In these papers and others (e.g. Goldin and Katz 2002; Jensen and Thornton 2003), there is a common thread: teenagers are making a mistake they might regret later, their capacity to give consent is in question, their preferences may not be fully formed, or there may be incomplete altruism on the part of the parents. But, protecting people from themselves or their parents is not always straightforward, so it helps to have some credible evidence that exogenous variation on age at first marriage is linked with important future outcomes for adolescent girls: the evidence from Field and Ambrus suggests that delaying marriage is a (surely imperfect) substitute to increased education when it comes to women’s mobility and their ability to influence household decisions.
Even then the evidence cited above come from the US and Bangladesh, while I am interested in Sub-Saharan Africa. The debate on whether marriage is super risky (see slide 2 on this presentation), or protective (see this paper by Bongaarts) against HIV infection is one of the most frustrating ones I know, mainly because credible evidence is hard to come by. With the emotions running as high as they do in the HIV/AIDS debate, advocates just pick and choose from observational studies to argue their side. Whoever produces credible information on (a) whether and under what circumstances marriage can be protective or dangerous for HIV infection, and (b) suggest what kinds of programs we can employ to intervene will have done a great service to the field.

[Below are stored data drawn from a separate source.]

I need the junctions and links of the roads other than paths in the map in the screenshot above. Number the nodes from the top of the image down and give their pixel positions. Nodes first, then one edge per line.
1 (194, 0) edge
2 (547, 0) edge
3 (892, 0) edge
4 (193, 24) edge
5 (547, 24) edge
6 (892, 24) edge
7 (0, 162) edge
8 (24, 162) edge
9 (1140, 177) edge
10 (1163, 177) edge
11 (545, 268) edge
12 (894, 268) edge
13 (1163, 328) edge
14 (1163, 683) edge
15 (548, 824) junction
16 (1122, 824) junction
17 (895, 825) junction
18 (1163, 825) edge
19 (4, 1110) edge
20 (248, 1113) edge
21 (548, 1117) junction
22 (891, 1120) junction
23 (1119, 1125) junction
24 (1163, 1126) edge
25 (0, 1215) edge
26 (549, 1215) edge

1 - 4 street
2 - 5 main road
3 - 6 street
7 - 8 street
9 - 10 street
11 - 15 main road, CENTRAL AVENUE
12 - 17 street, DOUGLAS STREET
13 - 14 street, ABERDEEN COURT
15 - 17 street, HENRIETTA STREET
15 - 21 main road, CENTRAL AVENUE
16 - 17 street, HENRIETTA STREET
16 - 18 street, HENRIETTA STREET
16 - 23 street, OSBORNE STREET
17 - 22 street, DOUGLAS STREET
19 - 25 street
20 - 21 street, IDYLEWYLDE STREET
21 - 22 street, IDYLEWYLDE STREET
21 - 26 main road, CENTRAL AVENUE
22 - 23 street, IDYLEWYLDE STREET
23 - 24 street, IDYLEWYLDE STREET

Which brings me to "speed dating as an instrument for marriage", as promised at the end of my last blog (note to self: do not promise anything for next week’s blog). The problem with the identification strategies used in the papers above is that they will not work to isolate the impact of delaying marriage on HIV (or other outcomes for that matter) in sub-Saharan Africa. I suspect that district/time variation in age of marriage laws are out (please correct me if I am wrong). Age of menarche is also likely to be correlated with age at first sex, so will not isolate the effect of delaying marriage on HIV (I suspect premarital sex and teen pregnancy outside of marriage were not highly relevant factors in the Bangladesh setting). Providing uniforms or giving cash transfers (unconditional, or conditional on schooling) do not satisfy exclusion restrictions. Neither do cash transfers (or providing cooking oil as in this project) conditional on not getting married. So, what then?
One of my colleagues joked that you could do an encouragement design for using dating websites. While that may be OK for adults who live in the West, it’s not going to work for teenage girls in sub-Saharan Africa. Forgetting the issue of access to such websites for a second, it’s simply not desirable to encourage teens to get married: what we ideally need is a deterrent rather than an encouragement that will affect nothing else that is prognostic of future risk of HIV infection. Barring that, I am reduced to dreaming about conducting speed dating events at churches or community centers for girls above a certain age (such as legal age of marriage)…
Can you think of a solid identification strategy for this question? Even if a handful of grad students around the world are now interested in exploring this question carefully, the few hours I spent on putting this post together will have been worth it. Of course, always check with your thesis advisor first!